Misbranding: A Further Violation
In addition to being unapproved new drugs, the FDA has determined that SIGNATURE TATTOO NUMBING CREAM and MIRACLE NUMB SPRAY are also misbranded under section 502(ee) of the FD&C Act. This misbranding violation is a direct consequence of the products’ failure to comply with Section 505G and lacking approved new drug applications. Essentially, because they don’t meet the requirements for legal marketing as OTC drugs under the monograph and haven’t gone through the FDA approval process, they are improperly labeled and marketed, hence “misbranded.”
Implications and Required Actions
The FDA warning letter is a serious regulatory action. It notifies Tattoo Numbing Cream Co. of significant violations and demands a response within 15 working days. The company is expected to investigate the causes of these violations, prevent their recurrence, and outline specific corrective actions.

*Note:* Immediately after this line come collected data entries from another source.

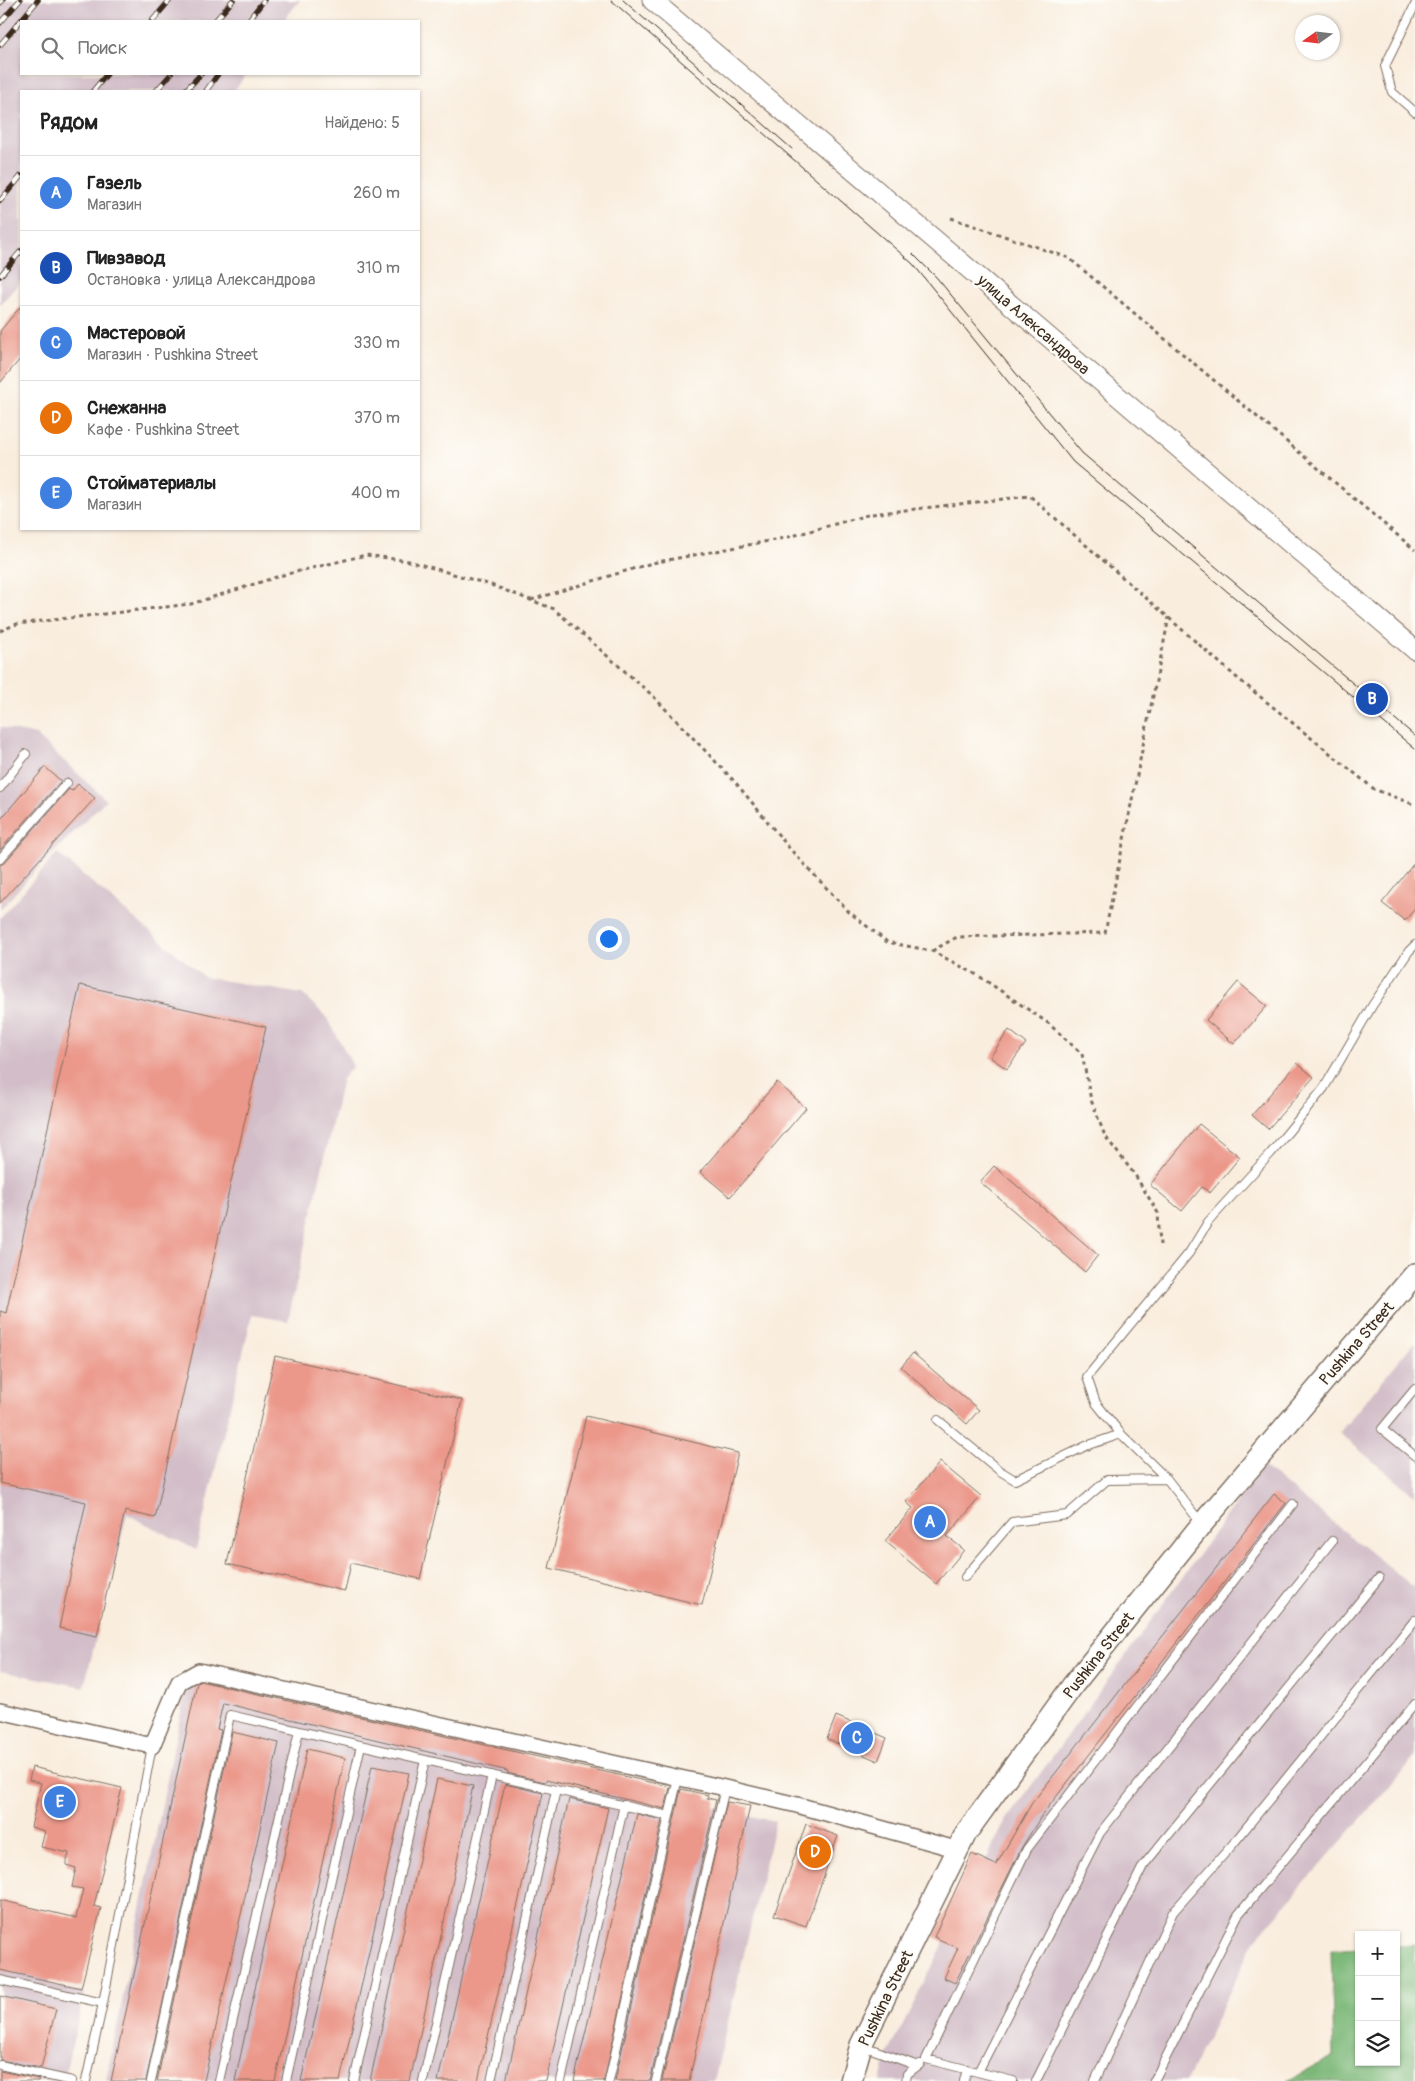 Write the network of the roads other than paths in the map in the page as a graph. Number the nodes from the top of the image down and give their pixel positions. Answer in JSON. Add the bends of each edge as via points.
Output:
{"nodes":[{"id":1,"x":652,"y":0,"type":"edge"},
{"id":2,"x":1415,"y":5,"type":"edge"},
{"id":3,"x":1415,"y":112,"type":"edge"},
{"id":4,"x":1415,"y":650,"type":"edge"},
{"id":5,"x":26,"y":754,"type":"dead end"},
{"id":6,"x":67,"y":783,"type":"dead end"},
{"id":7,"x":0,"y":788,"type":"edge"},
{"id":8,"x":0,"y":859,"type":"edge"},
{"id":9,"x":1415,"y":945,"type":"edge"},
{"id":10,"x":1413,"y":1280,"type":"edge"},
{"id":11,"x":1415,"y":1388,"type":"edge"},
{"id":12,"x":938,"y":1420,"type":"dead end"},
{"id":13,"x":1121,"y":1434,"type":"junction"},
{"id":14,"x":1415,"y":1456,"type":"edge"},
{"id":15,"x":1167,"y":1479,"type":"junction"},
{"id":16,"x":1293,"y":1504,"type":"dead end"},
{"id":17,"x":1202,"y":1524,"type":"junction"},
{"id":18,"x":1332,"y":1541,"type":"dead end"},
{"id":19,"x":965,"y":1577,"type":"dead end"},
{"id":20,"x":1379,"y":1578,"type":"dead end"},
{"id":21,"x":1415,"y":1620,"type":"edge"},
{"id":22,"x":1415,"y":1704,"type":"edge"},
{"id":23,"x":0,"y":1711,"type":"edge"},
{"id":24,"x":299,"y":1731,"type":"junction"},
{"id":25,"x":361,"y":1745,"type":"junction"},
{"id":26,"x":152,"y":1746,"type":"junction"},
{"id":27,"x":425,"y":1760,"type":"junction"},
{"id":28,"x":492,"y":1775,"type":"junction"},
{"id":29,"x":678,"y":1778,"type":"junction"},
{"id":30,"x":725,"y":1788,"type":"junction"},
{"id":31,"x":556,"y":1790,"type":"junction"},
{"id":32,"x":624,"y":1805,"type":"junction"},
{"id":33,"x":669,"y":1816,"type":"junction"},
{"id":34,"x":958,"y":1850,"type":"junction"},
{"id":35,"x":0,"y":1980,"type":"edge"},
{"id":36,"x":103,"y":2003,"type":"junction"},
{"id":37,"x":861,"y":2045,"type":"junction"},
{"id":38,"x":926,"y":2059,"type":"junction"},
{"id":39,"x":0,"y":2065,"type":"edge"},
{"id":40,"x":918,"y":2066,"type":"junction"},
{"id":41,"x":967,"y":2069,"type":"junction"},
{"id":42,"x":978,"y":2072,"type":"junction"},
{"id":43,"x":72,"y":2081,"type":"edge"},
{"id":44,"x":86,"y":2081,"type":"edge"},
{"id":45,"x":151,"y":2081,"type":"edge"},
{"id":46,"x":219,"y":2081,"type":"edge"},
{"id":47,"x":286,"y":2081,"type":"edge"},
{"id":48,"x":354,"y":2081,"type":"edge"},
{"id":49,"x":423,"y":2081,"type":"edge"},
{"id":50,"x":491,"y":2081,"type":"edge"},
{"id":51,"x":561,"y":2081,"type":"edge"},
{"id":52,"x":609,"y":2081,"type":"edge"},
{"id":53,"x":656,"y":2081,"type":"edge"},
{"id":54,"x":851,"y":2081,"type":"edge"},
{"id":55,"x":906,"y":2081,"type":"edge"},
{"id":56,"x":964,"y":2081,"type":"edge"},
{"id":57,"x":1014,"y":2081,"type":"edge"},
{"id":58,"x":1036,"y":2081,"type":"edge"},
{"id":59,"x":1095,"y":2081,"type":"edge"},
{"id":60,"x":1154,"y":2081,"type":"edge"}],
"edges":[{"from":1,"to":4,"type":"street","name":"улица Александрова"},
{"from":2,"to":3,"type":"lane","via":[[1385,66],[1392,92]]},
{"from":5,"to":7,"type":"lane"},
{"from":6,"to":8,"type":"lane"},
{"from":9,"to":13,"type":"lane","via":[[1372,1006],[1324,1088],[1272,1153],[1208,1222],[1189,1254],[1087,1376],[1096,1403]]},
{"from":10,"to":17,"type":"main road","name":"Pushkina Street"},
{"from":11,"to":14,"type":"lane","via":[[1382,1428]]},
{"from":12,"to":13,"type":"lane","via":[[1015,1480],[1086,1446]]},
{"from":13,"to":15,"type":"lane"},
{"from":15,"to":17,"type":"lane"},
{"from":15,"to":19,"type":"lane","via":[[1107,1480],[1067,1515],[1012,1522]]},
{"from":16,"to":38,"type":"lane","via":[[1027,1849]]},
{"from":17,"to":34,"type":"main road","name":"Pushkina Street","via":[[1073,1685],[966,1833]]},
{"from":18,"to":42,"type":"lane","via":[[1100,1833]]},
{"from":20,"to":58,"type":"lane","via":[[1143,1866]]},
{"from":21,"to":59,"type":"lane","via":[[1233,1844],[1173,1912]]},
{"from":22,"to":60,"type":"lane","via":[[1238,1915]]},
{"from":23,"to":26,"type":"street"},
{"from":24,"to":25,"type":"lane"},
{"from":24,"to":45,"type":"lane","via":[[230,1716]]},
{"from":24,"to":46,"type":"lane"},
{"from":25,"to":27,"type":"lane"},
{"from":25,"to":47,"type":"lane"},
{"from":26,"to":29,"type":"street","via":[[179,1682],[199,1671]]},
{"from":26,"to":36,"type":"lane"},
{"from":27,"to":28,"type":"lane"},
{"from":27,"to":48,"type":"lane"},
{"from":28,"to":31,"type":"lane"},
{"from":28,"to":49,"type":"lane"},
{"from":29,"to":30,"type":"street"},
{"from":29,"to":33,"type":"lane"},
{"from":30,"to":34,"type":"street"},
{"from":30,"to":53,"type":"lane"},
{"from":31,"to":32,"type":"lane"},
{"from":31,"to":50,"type":"lane"},
{"from":32,"to":33,"type":"lane"},
{"from":32,"to":51,"type":"lane"},
{"from":33,"to":52,"type":"lane"},
{"from":34,"to":37,"type":"main road","name":"Pushkina Street"},
{"from":35,"to":36,"type":"lane"},
{"from":36,"to":44,"type":"lane"},
{"from":37,"to":40,"type":"lane"},
{"from":37,"to":54,"type":"main road","name":"Pushkina Street"},
{"from":38,"to":40,"type":"lane"},
{"from":38,"to":41,"type":"lane"},
{"from":39,"to":43,"type":"lane"},
{"from":40,"to":55,"type":"lane","via":[[907,2074]]},
{"from":41,"to":42,"type":"lane"},
{"from":41,"to":56,"type":"lane"},
{"from":42,"to":57,"type":"lane"}]}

Failure to adequately address the FDA’s concerns could lead to further legal actions, including product seizure and injunction.
For consumers and tattoo artists, this warning highlights the importance of understanding the regulatory landscape surrounding topical anesthetics. While numbing creams can be appealing for reducing tattoo pain, it’s crucial to use products that are legally compliant and safe. Products with excessively high concentrations of active ingredients or unapproved combinations pose potential health risks.
Key Takeaways:
- FDA Warning: Tattoo Numbing Cream Co. has been warned by the FDA regarding their SIGNATURE TATTOO NUMBING CREAM and MIRACLE NUMB SPRAY products.
- Unapproved Drugs: The FDA classifies these products as unapproved new drugs and misbranded due to violations of the FD&C Act and non-compliance with OTC drug monographs.
- Safety Concerns: The FDA raises safety concerns about the high concentrations of lidocaine and unapproved ingredients, especially when used for tattooing, which may involve application to broken skin and large areas.
- Regulatory Compliance: This action underscores the FDA’s commitment to regulating drug products and ensuring consumer safety. Companies marketing topical anesthetics must adhere to FDA regulations, including OTC monographs and approval processes.
- Consumer Awareness: Consumers should be aware of the regulatory status of tattoo numbing products and potential risks associated with unapproved drugs.
This situation serves as a reminder of the importance of regulatory oversight in the cosmetic and tattoo industries, particularly concerning products that contain active drug ingredients. Consumers and professionals alike should seek out and utilize products from companies that prioritize regulatory compliance and product safety.